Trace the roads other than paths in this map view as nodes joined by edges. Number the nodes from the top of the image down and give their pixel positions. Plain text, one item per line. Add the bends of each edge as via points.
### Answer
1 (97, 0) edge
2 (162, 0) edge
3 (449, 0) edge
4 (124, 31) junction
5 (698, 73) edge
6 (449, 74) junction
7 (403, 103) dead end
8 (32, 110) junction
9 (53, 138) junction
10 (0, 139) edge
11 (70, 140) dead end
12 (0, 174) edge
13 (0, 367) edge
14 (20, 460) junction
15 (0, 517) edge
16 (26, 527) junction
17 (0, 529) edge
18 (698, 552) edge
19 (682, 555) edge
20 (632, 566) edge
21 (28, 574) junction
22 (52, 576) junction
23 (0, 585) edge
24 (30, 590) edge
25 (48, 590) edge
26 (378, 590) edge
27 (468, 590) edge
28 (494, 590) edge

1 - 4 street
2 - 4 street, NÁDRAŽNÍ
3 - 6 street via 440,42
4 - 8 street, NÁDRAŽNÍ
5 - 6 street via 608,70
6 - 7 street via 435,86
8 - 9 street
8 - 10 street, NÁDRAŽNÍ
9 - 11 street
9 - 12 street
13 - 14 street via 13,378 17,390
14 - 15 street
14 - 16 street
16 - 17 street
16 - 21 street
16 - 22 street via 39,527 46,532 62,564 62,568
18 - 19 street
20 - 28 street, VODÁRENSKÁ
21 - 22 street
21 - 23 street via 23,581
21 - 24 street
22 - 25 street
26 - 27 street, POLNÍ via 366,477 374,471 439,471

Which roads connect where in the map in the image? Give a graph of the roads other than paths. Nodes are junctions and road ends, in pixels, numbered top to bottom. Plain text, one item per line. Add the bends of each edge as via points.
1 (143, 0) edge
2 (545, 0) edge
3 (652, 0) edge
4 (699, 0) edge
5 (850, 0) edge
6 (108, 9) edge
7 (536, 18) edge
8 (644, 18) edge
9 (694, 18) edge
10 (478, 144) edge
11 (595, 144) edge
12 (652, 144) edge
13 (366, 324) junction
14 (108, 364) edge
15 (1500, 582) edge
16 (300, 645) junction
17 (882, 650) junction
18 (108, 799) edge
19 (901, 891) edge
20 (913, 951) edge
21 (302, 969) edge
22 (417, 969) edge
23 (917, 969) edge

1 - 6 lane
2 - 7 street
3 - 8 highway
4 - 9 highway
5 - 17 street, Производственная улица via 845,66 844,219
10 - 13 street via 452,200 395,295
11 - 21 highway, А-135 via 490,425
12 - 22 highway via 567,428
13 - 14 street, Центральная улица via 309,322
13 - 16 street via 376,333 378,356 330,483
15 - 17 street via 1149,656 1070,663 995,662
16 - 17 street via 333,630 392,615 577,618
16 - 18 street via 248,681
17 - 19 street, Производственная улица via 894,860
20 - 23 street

▶ Work to complete
After reading through the records, retype all of them exactly.

▶ Written solution
Trace the roads other than paths in this map view as nodes joined by edges. Number the nodes from the top of the image down and give their pixel positions. Plain text, one item per line. Add the bends of each edge as via points.
### Answer
1 (97, 0) edge
2 (162, 0) edge
3 (449, 0) edge
4 (124, 31) junction
5 (698, 73) edge
6 (449, 74) junction
7 (403, 103) dead end
8 (32, 110) junction
9 (53, 138) junction
10 (0, 139) edge
11 (70, 140) dead end
12 (0, 174) edge
13 (0, 367) edge
14 (20, 460) junction
15 (0, 517) edge
16 (26, 527) junction
17 (0, 529) edge
18 (698, 552) edge
19 (682, 555) edge
20 (632, 566) edge
21 (28, 574) junction
22 (52, 576) junction
23 (0, 585) edge
24 (30, 590) edge
25 (48, 590) edge
26 (378, 590) edge
27 (468, 590) edge
28 (494, 590) edge

1 - 4 street
2 - 4 street, NÁDRAŽNÍ
3 - 6 street via 440,42
4 - 8 street, NÁDRAŽNÍ
5 - 6 street via 608,70
6 - 7 street via 435,86
8 - 9 street
8 - 10 street, NÁDRAŽNÍ
9 - 11 street
9 - 12 street
13 - 14 street via 13,378 17,390
14 - 15 street
14 - 16 street
16 - 17 street
16 - 21 street
16 - 22 street via 39,527 46,532 62,564 62,568
18 - 19 street
20 - 28 street, VODÁRENSKÁ
21 - 22 street
21 - 23 street via 23,581
21 - 24 street
22 - 25 street
26 - 27 street, POLNÍ via 366,477 374,471 439,471

Which roads connect where in the map in the image? Give a graph of the roads other than paths. Nodes are junctions and road ends, in pixels, numbered top to bottom. Plain text, one item per line. Add the bends of each edge as via points.
1 (143, 0) edge
2 (545, 0) edge
3 (652, 0) edge
4 (699, 0) edge
5 (850, 0) edge
6 (108, 9) edge
7 (536, 18) edge
8 (644, 18) edge
9 (694, 18) edge
10 (478, 144) edge
11 (595, 144) edge
12 (652, 144) edge
13 (366, 324) junction
14 (108, 364) edge
15 (1500, 582) edge
16 (300, 645) junction
17 (882, 650) junction
18 (108, 799) edge
19 (901, 891) edge
20 (913, 951) edge
21 (302, 969) edge
22 (417, 969) edge
23 (917, 969) edge

1 - 6 lane
2 - 7 street
3 - 8 highway
4 - 9 highway
5 - 17 street, Производственная улица via 845,66 844,219
10 - 13 street via 452,200 395,295
11 - 21 highway, А-135 via 490,425
12 - 22 highway via 567,428
13 - 14 street, Центральная улица via 309,322
13 - 16 street via 376,333 378,356 330,483
15 - 17 street via 1149,656 1070,663 995,662
16 - 17 street via 333,630 392,615 577,618
16 - 18 street via 248,681
17 - 19 street, Производственная улица via 894,860
20 - 23 street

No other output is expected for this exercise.